We rely on our management team and need additional personnel to expand our business, and the loss of key officers or an inability to attract and retain qualified personnel could harm our business, financial condition and results of operations.

We depend on the continued contributions of our senior management and other key personnel, especially Himesh Bhise, our President and Chief Executive Officer, and William J. Stuart, our Chief Financial Officer. The loss of the services of any of our executive officers or other key employees could harm our business and our prospects. All of our executive officers and key employees are at-will employees, which means they may terminate their employment relationship with us at any time.

Our future success also depends on our ability to identify, attract and retain highly skilled technical, managerial, finance, marketing and creative personnel. Further, we will need to hire personnel outside the United States to continue to pursue an international expansion strategy, and we will need to hire additional advertising salespeople to sell more advertisements directly. We face intense competition for qualified individuals from numerous technology, marketing and media companies, and we may incur significant costs to attract them. We may be unable to attract and retain suitably qualified individuals, or we may be required to pay increased compensation in order to do so. If we were to be unable to attract and retain the qualified personnel we need to succeed, our business could suffer.

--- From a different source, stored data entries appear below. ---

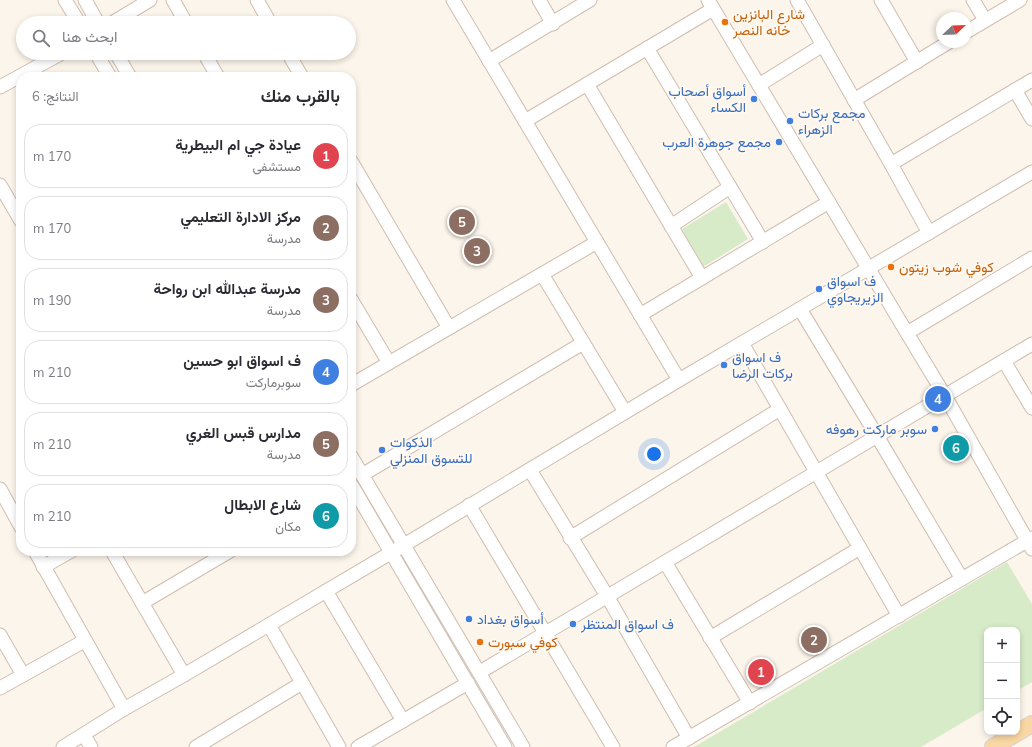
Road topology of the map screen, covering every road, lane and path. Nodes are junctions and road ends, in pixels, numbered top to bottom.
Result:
1 (65, 0) edge
2 (150, 0) edge
3 (173, 0) edge
4 (257, 0) edge
5 (453, 0) edge
6 (539, 0) edge
7 (590, 0) edge
8 (797, 0) edge
9 (881, 0) edge
10 (973, 0) edge
11 (1020, 0) edge
12 (711, 4) edge
13 (87, 5) edge
14 (75, 16) edge
15 (87, 16) edge
16 (94, 16) edge
17 (124, 16) edge
18 (182, 16) edge
19 (266, 16) edge
20 (985, 20) junction
21 (553, 24) junction
22 (972, 28) edge
23 (823, 45) junction
24 (647, 48) junction
25 (939, 48) edge
26 (50, 60) edge
27 (101, 60) edge
28 (120, 60) edge
29 (208, 60) edge
30 (292, 60) edge
31 (490, 61) junction
32 (917, 62) junction
33 (29, 72) edge
34 (107, 72) edge
35 (127, 72) edge
36 (215, 72) edge
37 (299, 72) edge
38 (16, 79) edge
39 (1032, 80) edge
40 (587, 84) junction
41 (759, 85) junction
42 (0, 87) edge
43 (1015, 90) junction
44 (854, 100) junction
45 (1032, 119) edge
46 (525, 121) junction
47 (891, 164) junction
48 (1032, 172) edge
49 (356, 178) edge
50 (0, 185) edge
51 (730, 187) junction
52 (829, 202) junction
53 (16, 212) edge
54 (671, 226) junction
55 (929, 234) junction
56 (597, 242) junction
57 (763, 242) junction
58 (1032, 258) edge
59 (868, 269) junction
60 (542, 274) junction
61 (702, 278) junction
62 (356, 307) edge
63 (800, 309) junction
64 (640, 315) junction
65 (449, 328) junction
66 (907, 333) junction
67 (583, 343) junction
68 (742, 343) junction
69 (1032, 344) edge
70 (1004, 360) junction
71 (389, 363) junction
72 (679, 380) junction
73 (356, 382) edge
74 (945, 396) junction
75 (1032, 408) edge
76 (780, 409) junction
77 (625, 412) junction
78 (877, 436) junction
79 (356, 465) edge
80 (530, 470) junction
81 (817, 472) junction
82 (362, 475) junction
83 (0, 489) edge
84 (356, 492) edge
85 (469, 506) junction
86 (16, 518) edge
87 (396, 531) junction
88 (383, 538) junction
89 (570, 538) junction
90 (1030, 543) edge
91 (404, 545) junction
92 (860, 548) junction
93 (391, 552) junction
94 (37, 556) edge
95 (62, 556) edge
96 (115, 556) edge
97 (222, 556) edge
98 (411, 558) junction
99 (665, 562) junction
100 (400, 566) junction
101 (43, 567) junction
102 (962, 579) junction
103 (326, 591) junction
104 (607, 596) junction
105 (142, 603) junction
106 (899, 616) junction
107 (268, 625) junction
108 (546, 633) junction
109 (0, 634) edge
110 (710, 638) junction
111 (84, 641) junction
112 (480, 672) junction
113 (23, 675) junction
114 (184, 675) junction
115 (302, 683) junction
116 (468, 683) junction
117 (0, 688) edge
118 (750, 702) junction
119 (124, 709) junction
120 (403, 721) junction
121 (1032, 724) edge
122 (84, 735) junction
123 (689, 738) junction
124 (63, 747) edge
125 (91, 747) edge
126 (196, 747) edge
127 (340, 747) edge
128 (358, 747) edge
129 (504, 747) edge
130 (523, 747) edge
131 (613, 747) edge
132 (673, 747) edge
133 (994, 747) edge

1 - 14 street
2 - 17 street
3 - 18 street
4 - 19 street
5 - 31 street
6 - 21 street
7 - 21 street
8 - 23 street
9 - 32 street
10 - 20 street
11 - 20 street
12 - 24 street
12 - 41 street
13 - 15 street
13 - 16 street
20 - 22 street
21 - 31 street
23 - 41 street
23 - 44 street
24 - 40 street
24 - 51 street
25 - 32 street
26 - 33 street
27 - 34 street
28 - 35 street
29 - 36 street
30 - 37 street
31 - 46 street
32 - 44 street
38 - 42 street
39 - 43 street
40 - 46 street
40 - 54 street
41 - 52 street
43 - 45 street
43 - 47 street
44 - 47 street
46 - 56 street
47 - 55 street
48 - 55 street
49 - 65 street
50 - 53 street
51 - 54 street
51 - 57 street
52 - 57 street
52 - 59 street
54 - 61 street
55 - 59 street
56 - 60 street
56 - 64 street
57 - 61 street
58 - 66 street
59 - 63 street
59 - 66 street
60 - 65 street
60 - 67 street
61 - 64 street
62 - 71 street
63 - 68 street
63 - 78 street
64 - 72 street
65 - 71 street
66 - 74 street
67 - 77 street
67 - 82 street
68 - 72 street
68 - 76 street
69 - 70 street
70 - 74 street
70 - 75 street
71 - 73 street
72 - 77 street
74 - 78 street
74 - 90 street
76 - 81 street
76 - 89 street
77 - 80 street
78 - 81 street
78 - 102 street
79 - 82 street
80 - 85 street
80 - 89 street
81 - 92 street
81 - 99 street
82 - 87 street
83 - 86 street
84 - 88 street
85 - 91 street
85 - 108 street
87 - 88 street
87 - 91 street
88 - 93 street
89 - 104 street
90 - 102 street
91 - 93 street
91 - 98 street
92 - 106 street
92 - 110 street
93 - 100 street
93 - 103 street
94 - 101 street
95 - 101 street
96 - 105 street
97 - 105 street
98 - 100 street
98 - 112 street
99 - 104 street
99 - 110 street
100 - 116 street
101 - 111 street
102 - 106 street
103 - 107 street
103 - 120 street
104 - 108 street
104 - 123 street
105 - 114 street
106 - 118 street
107 - 114 street
107 - 115 street
108 - 112 street
108 - 131 street
109 - 113 street
110 - 118 street
111 - 113 street
111 - 119 street
112 - 130 street
113 - 117 street
114 - 119 street
115 - 126 street
115 - 127 street
116 - 120 street
116 - 129 street
118 - 123 street
119 - 122 street
120 - 128 street
121 - 133 main road
122 - 124 street
122 - 125 street
123 - 132 street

Volatility or lack of performance in the trading price of our common stock may also affect our ability to attract and retain qualified personnel. Many of our senior management personnel and other key employees have become, or will become, vested in a substantial amount of stock or stock options. Employees may be more likely to leave us if the shares they own or the shares underlying their options have significantly appreciated in value relative to the original purchase prices of the shares or the exercise prices of the options or if the exercise prices of the options that they hold are significantly above the trading price of our common stock. If we are unable to retain our employees, our business, financial condition and results of operations would be harmed.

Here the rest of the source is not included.